Martin P. Schweitzer
Retired Brigadier General, United States Army
State of the Union

State of the Union

State of the Union

I love the State of the Union Speeches; it provides insights to what the current Administration in office is thinking and where they want to go in the next few years.  However, the last speech any President gives while in office normally is a review of their Administration’s accomplishments.

When this speech was completed, I was left with some intellectual dissonance as it related to security and the economy.   If anybody wants to correct or educate me on my observations below, please do so.

First reference Security — we were told last night that we are more capable today than ever before, that we are more respected today than 8 years ago, and that we are leading a Coalition in Syria of 60 Nations to fix that problem set.  From my view I am not seeing any of these effects that were referenced.  Training Readiness of the military, according to the last set of Congressional Briefings by our Service Chiefs, appear to be more challenging than 8 years ago, Libya was a failure, Ukraine is a failure, Syria is a failure, the rapid departure from Iraq was a failure, the only one “leading” in Syria are the Russians – and needless to say their efforts are not consistent with most of the world.  The only reason why the Russians are leading in Syria is because we refused to take charge; we did not implement our “red line”, and subsequently have abdicated our role to the Russians.  Our standing in the world today can best be characterized by the Israelis, Saudis, Egyptians and others, as reported in the press, working with Russia to resolve the problems in the Middle East and not the United States.  How is this “better”.
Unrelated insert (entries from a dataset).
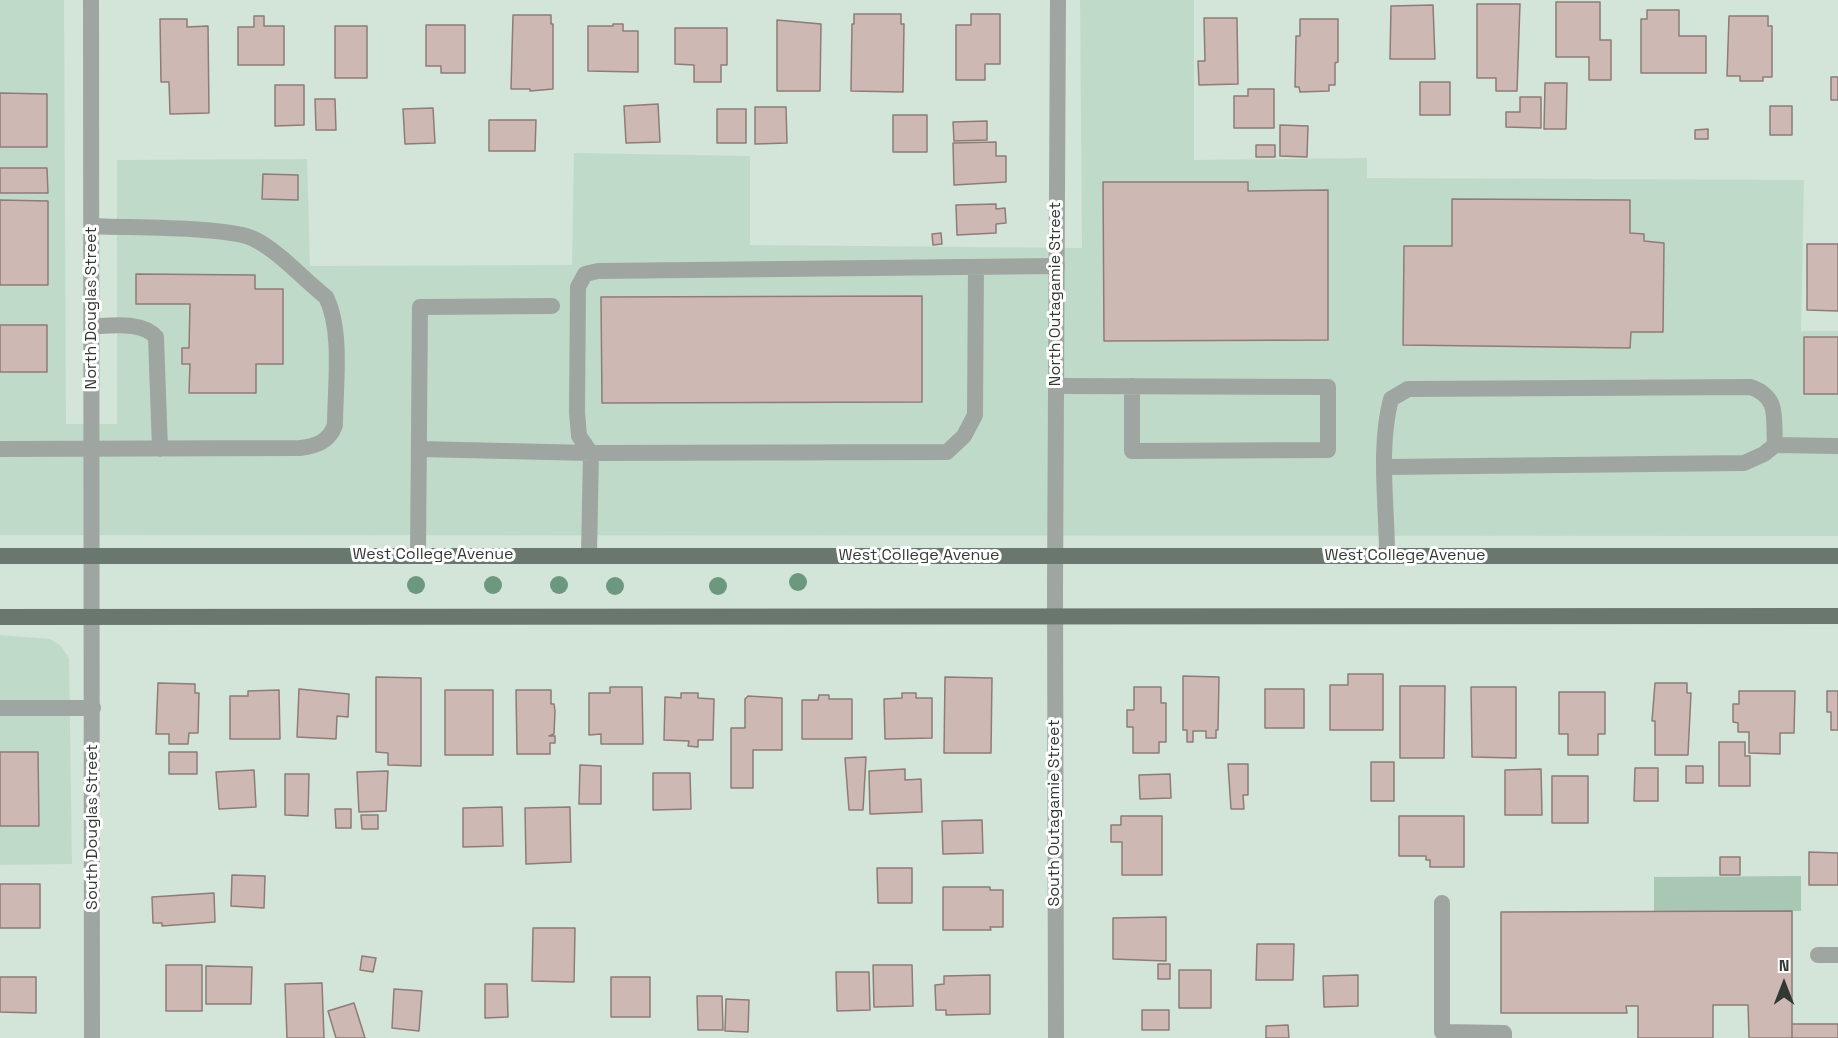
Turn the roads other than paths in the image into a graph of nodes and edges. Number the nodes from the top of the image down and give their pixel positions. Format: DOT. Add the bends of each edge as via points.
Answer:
graph roads {
  1 [pos="92,0"];
  2 [pos="1058,0"];
  3 [pos="92,226"];
  4 [pos="1057,266"];
  5 [pos="976,267"];
  6 [pos="552,306"];
  7 [pos="92,326"];
  8 [pos="1056,386"];
  9 [pos="1132,386"];
  10 [pos="1775,445"];
  11 [pos="1838,446"];
  12 [pos="0,449"];
  13 [pos="92,449"];
  14 [pos="160,449"];
  15 [pos="419,449"];
  16 [pos="591,453"];
  17 [pos="1386,467"];
  18 [pos="418,554"];
  19 [pos="91,555"];
  20 [pos="589,555"];
  21 [pos="1387,555"];
  22 [pos="0,556"];
  23 [pos="1056,556"];
  24 [pos="1838,556"];
  25 [pos="1055,588"];
  26 [pos="92,616"];
  27 [pos="1055,616"];
  28 [pos="1838,616"];
  29 [pos="0,617"];
  30 [pos="0,708"];
  31 [pos="93,708"];
  32 [pos="1442,903"];
  33 [pos="1818,955"];
  34 [pos="1838,955"];
  35 [pos="92,1038"];
  36 [pos="1056,1038"];
  37 [pos="1504,1038"];
  1 -- 3 [label="street, North Douglas Street"];
  2 -- 4 [label="street, North Outagamie Street"];
  3 -- 7 [label="street, North Douglas Street"];
  3 -- 14 [label="street" via="226,232 250,237 326,297 332,308 336,353 332,435 316,446 300,448"];
  4 -- 5 [label="street"];
  4 -- 8 [label="street, North Outagamie Street"];
  5 -- 16 [label="street" via="975,415 964,436 947,452"];
  5 -- 16 [label="street" via="585,274 578,287 577,412 579,436"];
  6 -- 15 [label="street" via="420,307"];
  7 -- 13 [label="street, North Douglas Street"];
  7 -- 14 [label="street" via="141,327 156,337"];
  8 -- 9 [label="street"];
  8 -- 23 [label="street, North Outagamie Street"];
  9 -- 9 [label="street" via="1328,387 1328,450 1132,452"];
  10 -- 11 [label="street"];
  10 -- 17 [label="street" via="1744,463"];
  10 -- 17 [label="street" via="1772,403 1767,393 1751,387 1408,389 1391,399 1386,421"];
  12 -- 13 [label="street"];
  13 -- 14 [label="street"];
  13 -- 19 [label="street, North Douglas Street"];
  15 -- 16 [label="street"];
  15 -- 18 [label="street"];
  16 -- 20 [label="street"];
  17 -- 21 [label="street"];
  18 -- 19 [label="main road, West College Avenue"];
  18 -- 20 [label="main road, West College Avenue"];
  19 -- 22 [label="main road, West College Avenue"];
  19 -- 26 [label="street, North Douglas Street"];
  20 -- 23 [label="main road, West College Avenue"];
  21 -- 23 [label="main road, West College Avenue"];
  21 -- 24 [label="main road, West College Avenue"];
  23 -- 25 [label="street, North Outagamie Street"];
  25 -- 27 [label="street, South Outagamie Street"];
  26 -- 27 [label="main road"];
  26 -- 29 [label="main road"];
  26 -- 31 [label="street, South Douglas Street"];
  27 -- 28 [label="main road"];
  27 -- 36 [label="street, South Outagamie Street"];
  30 -- 31 [label="street"];
  31 -- 35 [label="street, South Douglas Street"];
  32 -- 37 [label="street" via="1442,1032 1504,1033"];
  33 -- 34 [label="street"];
}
Reference the economy – we were told last night that the economy was stronger than ever, our deficit has been reduced by 1/3 or 2/3, gas is down, Stock Market is up, etc.   I am really confused.  Does the reduction of the deficit mean we reduced the rate of spending but we are continuing to spend at rates above what our Gov’t receives?  How can the deficit be reduced if we are still at 20 Trillion and growing?  Gas prices reducing.  The implication is that our government had something to do with the prices going from $110 a barrel to $30.  In fact, the Middle East is causing the prices to go down by over producing – they are doing this not to “help” the US – but to break our ability to resources energy production by making it cost prohibitive to source in the US.  In other words …make the labor so cheap to compete with the Middle East that we won’t be able to find workers who will accept the wages being offered.  This is not the result of policy or an energy program; it is the result of a competitor taking aggressive action aimed at the US.  It looks like a good thing when you see gas prices under 2.00 a gallon …but the effect is catastrophic to our energy producers.  We were told that 18 Million Americans have health care who didn’t have it before – but the impact to small business and the average person has been significant in a negative way.  Small business are having to reduce the # of personnel they are hiring to meet the demands of the Affordable Health Care Act and families are paying higher premiums (by as much as 40% more).  We were told that the economy is strong and growing, but why are the available dollars less to the average family?  Why is the actual mean salary less today than 8 years ago?  I do agree that the Stock Mark is 10K points higher than 8 years ago …clearly the rich are getting richer but I am not sure that is the platform that this administration has pursued.

I don’t fault the President – I fault the entire administration and Congress (all parties equally) – they are not working together to resolve our Nation’s challenges – not even close.  Whoever wins this next election better be able to bridge the gaps, create an environment of collaboration, and solve problems.